Wed, 07 Jan 2004

Import/Export

I've been writing quite a bit recently because there's been much stuff, nonsense, and folderol published lately. The most recent I've seen is this:

Many economists predict that the dollar will continue to decline for some time, and that the declining dollar will help boost American industry by making American products cheaper in countries with strengthening currencies. "In the short term, it is probably helping the United States," said Robert Hormats, vice chairman of Goldman Sachs International.

Remember that money is just a thing. It's quite possible to have too much cash, particularly if you can't trade anything for it. The Germans discovered this in the 1930's, when they turned their currency into toilet paper. If you've traded away too much cash for goods, people will start to reject your cash. Your currency gets devalued on the global market. Same as Paris Hilton's currency has become devalued.

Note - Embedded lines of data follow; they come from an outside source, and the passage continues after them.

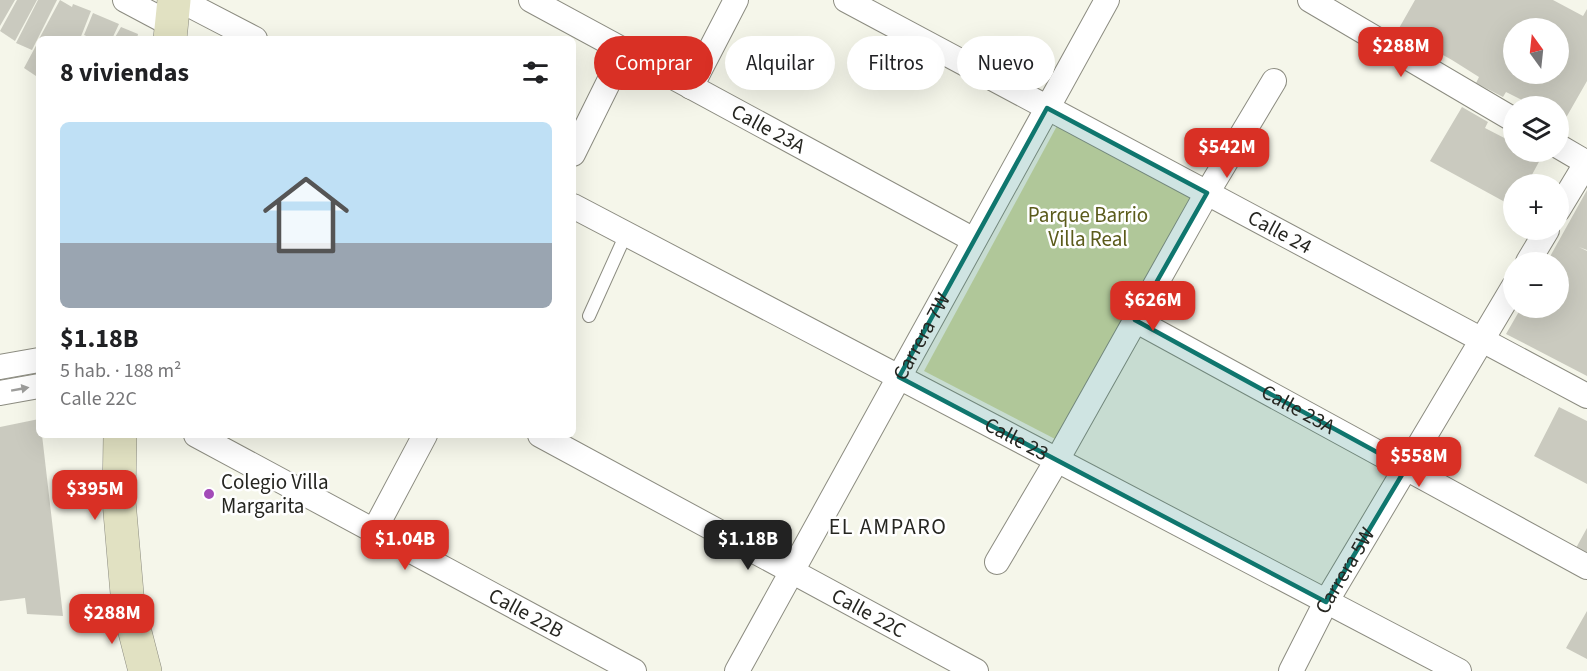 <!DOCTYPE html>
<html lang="es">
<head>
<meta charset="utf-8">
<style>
	body { margin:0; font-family:"Source Sans 3",sans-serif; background:#f6f6f6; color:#202124; height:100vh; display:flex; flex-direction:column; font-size:22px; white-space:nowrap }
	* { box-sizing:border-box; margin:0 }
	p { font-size:20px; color:#757577 }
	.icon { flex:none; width:33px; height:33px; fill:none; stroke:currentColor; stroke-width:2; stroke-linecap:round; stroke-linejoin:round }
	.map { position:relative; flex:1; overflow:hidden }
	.panel { position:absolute; left:36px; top:36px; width:540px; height:402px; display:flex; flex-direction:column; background:#fff; border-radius:9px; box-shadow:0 6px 24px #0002 }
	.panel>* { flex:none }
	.top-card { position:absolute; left:594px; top:36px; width:570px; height:54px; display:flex; gap:12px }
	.needle { width:39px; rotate:345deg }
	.controls { position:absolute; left:1503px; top:18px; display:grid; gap:12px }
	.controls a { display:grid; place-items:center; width:66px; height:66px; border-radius:50%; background:#fff; box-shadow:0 6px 24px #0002; font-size:30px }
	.price { position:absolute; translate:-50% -51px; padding:0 14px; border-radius:12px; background:#d93025; color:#fff; font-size:20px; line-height:39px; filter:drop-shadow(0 2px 3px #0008) }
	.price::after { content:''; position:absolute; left:50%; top:36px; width:18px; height:14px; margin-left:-9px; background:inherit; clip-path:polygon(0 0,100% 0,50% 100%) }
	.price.active { background:#222; color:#fff }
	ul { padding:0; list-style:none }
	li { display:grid; align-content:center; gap:12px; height:318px; padding:0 24px }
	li+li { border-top:2px solid #e0e0e0 }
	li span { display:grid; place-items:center; height:186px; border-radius:9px; color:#555 }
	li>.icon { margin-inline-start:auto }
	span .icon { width:108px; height:108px; fill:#fffc; stroke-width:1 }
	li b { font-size:26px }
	h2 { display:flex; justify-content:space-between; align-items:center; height:72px; padding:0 24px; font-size:26px }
	.tag { padding:0 21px; border-radius:27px; background:#fff; box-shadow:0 6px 24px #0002; font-size:21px; line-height:54px }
	.tag.active { background:#d93025; color:#fff }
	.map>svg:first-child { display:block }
</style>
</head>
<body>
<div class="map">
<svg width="1587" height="671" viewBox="0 0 1587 671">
	<rect width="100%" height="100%" fill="#f5f6ea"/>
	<path fill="#d9dba4" d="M1058,124l134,72 -135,244 -133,-69z"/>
	<path fill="#cacabf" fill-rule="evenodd" d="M0,0h15l-15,26z
		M17,0h20l-22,41 -15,-10z
		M38,0h19l-25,50 -16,-7z
		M60,0l12,7 1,-3 18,7 -11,28h-41z
		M1415,0h138l30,16 4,-7v72l-24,42 -5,-2v-15h-24l-28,-14 -3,5 -27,-14 3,-6 -27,-17 -54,-30zM1514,28h44v46h-44z
		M93,13l26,11 -7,15h-19l-9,-4z
		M121,27l17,7 -1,5h-23z
		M39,40v38l-15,-10z
		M1462,107l26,15 -3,6 29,15v9h16l11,6 -14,26h-13v23l-84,-46z
		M1587,190v60l-8,-3 8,4v125l-81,-42 15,-26h37v-46h-11z
		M1559,407l28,14v63l-53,-28z
		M39,419v16h3l21,181 -36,-2 -2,-16 -25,3v-174z
		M1587,528v26l-11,-6z
		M1587,611v48l-21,-11z"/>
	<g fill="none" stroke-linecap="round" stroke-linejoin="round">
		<defs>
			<path id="service" d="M589,316l37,-82"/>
			<g id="minor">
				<path d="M125,0l47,25"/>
				<path d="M180,0l75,39"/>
				<path id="s1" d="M531,0l443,240"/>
				<path id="s2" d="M846,0l741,396"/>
				<path d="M1310,0l204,120"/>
				<path d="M691,87l45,-87"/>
				<path d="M1558,146l29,17"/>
				<path d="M573,154l51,-103"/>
				<path id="s3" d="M573,206l886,465"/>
				<path d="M1558,210l29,-48"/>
				<path d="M1528,262l19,-32"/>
				<path id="s4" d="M1135,320l452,247"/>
				<path d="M0,367l39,-7"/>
				<path d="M0,393l39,-7"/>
				<path id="s5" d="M196,435l438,236"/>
				<path id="s6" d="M540,435l436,236"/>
				<path d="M374,531l51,-96"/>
				<path d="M997,562l60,-102 150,-267 67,-112"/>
				<path id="s7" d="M737,671l370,-671"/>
				<path id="s8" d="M1291,671l35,-69 188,-316"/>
			</g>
			<path id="secondary" d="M170,39l4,-39
				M120,435l-1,66 9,104 17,66"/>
		</defs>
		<use href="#service" stroke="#8c8c81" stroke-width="14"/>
		<use href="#minor" stroke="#8c8c81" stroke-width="26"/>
		<use href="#secondary" stroke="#8c8c81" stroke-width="34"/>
		<use href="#service" stroke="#fff" stroke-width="12"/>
		<use href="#minor" stroke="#fff" stroke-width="24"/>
		<use href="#secondary" stroke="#e1e1c2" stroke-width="33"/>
	</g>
	<defs><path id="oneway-solid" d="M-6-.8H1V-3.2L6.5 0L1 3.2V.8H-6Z" transform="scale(1.5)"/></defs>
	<use fill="#9d9d9b" href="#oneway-solid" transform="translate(20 389) rotate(-10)"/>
	<path fill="#0f766e" fill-opacity="0.2" stroke="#0f766e" stroke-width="4.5" stroke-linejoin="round" d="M1047,108l160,85 -72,127 271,148 -80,134 -427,-225z"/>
	<circle fill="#a34bb8" stroke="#fff" stroke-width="2" cx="209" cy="494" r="6"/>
	<g text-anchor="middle" stroke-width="5" stroke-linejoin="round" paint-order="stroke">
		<g font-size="21" fill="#262621" stroke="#fff">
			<text dy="7" stroke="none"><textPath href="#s1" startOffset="270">Calle 23A</textPath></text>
			<text dy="7" stroke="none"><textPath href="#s2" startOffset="492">Calle 24</textPath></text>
			<text dy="7" stroke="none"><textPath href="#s7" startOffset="382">Carrera 7W</textPath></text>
			<text dy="7" stroke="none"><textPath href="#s4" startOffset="186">Calle 23A</textPath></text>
			<text dy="7" stroke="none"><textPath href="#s3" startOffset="501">Calle 23</textPath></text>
			<text dy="7" stroke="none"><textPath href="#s8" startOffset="114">Carrera 5W</textPath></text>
			<text dy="7" stroke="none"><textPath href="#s5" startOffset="375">Calle 22B</textPath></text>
			<text dy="7" stroke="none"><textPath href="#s6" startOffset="374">Calle 22C</textPath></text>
		</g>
		<g font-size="21" fill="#5b5b1b" stroke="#fff">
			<text x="1088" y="222">Parque Barrio<tspan x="1088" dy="24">Villa Real</tspan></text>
		</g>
		<g font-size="21" fill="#262621" stroke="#fff" text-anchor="start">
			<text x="221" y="489">Colegio Villa<tspan x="221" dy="24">Margarita</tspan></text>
		</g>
		<g font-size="22" letter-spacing="1.5" fill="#262621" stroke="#fff">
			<text x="888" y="534">EL AMPARO</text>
		</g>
	</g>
</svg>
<div class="controls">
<a><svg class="needle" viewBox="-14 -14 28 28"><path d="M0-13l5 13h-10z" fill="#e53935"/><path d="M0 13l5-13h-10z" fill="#757577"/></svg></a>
<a><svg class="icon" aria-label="layers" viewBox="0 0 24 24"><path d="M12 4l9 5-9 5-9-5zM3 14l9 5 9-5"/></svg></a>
<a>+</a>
<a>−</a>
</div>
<b class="price" style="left:1401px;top:78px">$288M</b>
<b class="price" style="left:1227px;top:179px">$542M</b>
<b class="price" style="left:1153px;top:332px">$626M</b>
<b class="price" style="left:1419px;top:488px">$558M</b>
<b class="price" style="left:95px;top:521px">$395M</b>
<b class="price" style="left:405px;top:571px">$1.04B</b>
<b class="price active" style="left:748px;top:571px">$1.18B</b>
<b class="price" style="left:112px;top:645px">$288M</b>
<div class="top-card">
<a class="tag active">Comprar</a>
<a class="tag">Alquilar</a>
<a class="tag">Filtros</a>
<a class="tag">Nuevo</a>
</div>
<section class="panel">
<h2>8 viviendas<svg class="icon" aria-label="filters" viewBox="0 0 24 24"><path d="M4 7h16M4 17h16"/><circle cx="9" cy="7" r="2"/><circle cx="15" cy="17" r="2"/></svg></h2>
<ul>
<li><span style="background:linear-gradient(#bfe0f5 65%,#9aa5b1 0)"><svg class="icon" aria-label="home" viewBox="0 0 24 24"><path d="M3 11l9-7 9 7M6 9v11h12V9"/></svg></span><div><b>$1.18B</b><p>5 hab. · 188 m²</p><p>Calle 22C</p></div></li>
</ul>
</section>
</div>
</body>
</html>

We are currently in that position. We have traded too many dollars for hard goods, e.g. from China. Now the Chinese have dollars that they don't know what to do with. They don't want our stuff quite so badly, and they can't buy things from other countries, because they don't want dollars either.

Mr. Robert Hormats is describing something that is bad as if it were good. We don't export because it's good for business. We export only so that we can import. Importing is the good part, because you get goods and give away pieces of paper. Exporting is the bad part, because you have to take back those pieces of paper, and you have to ship goods.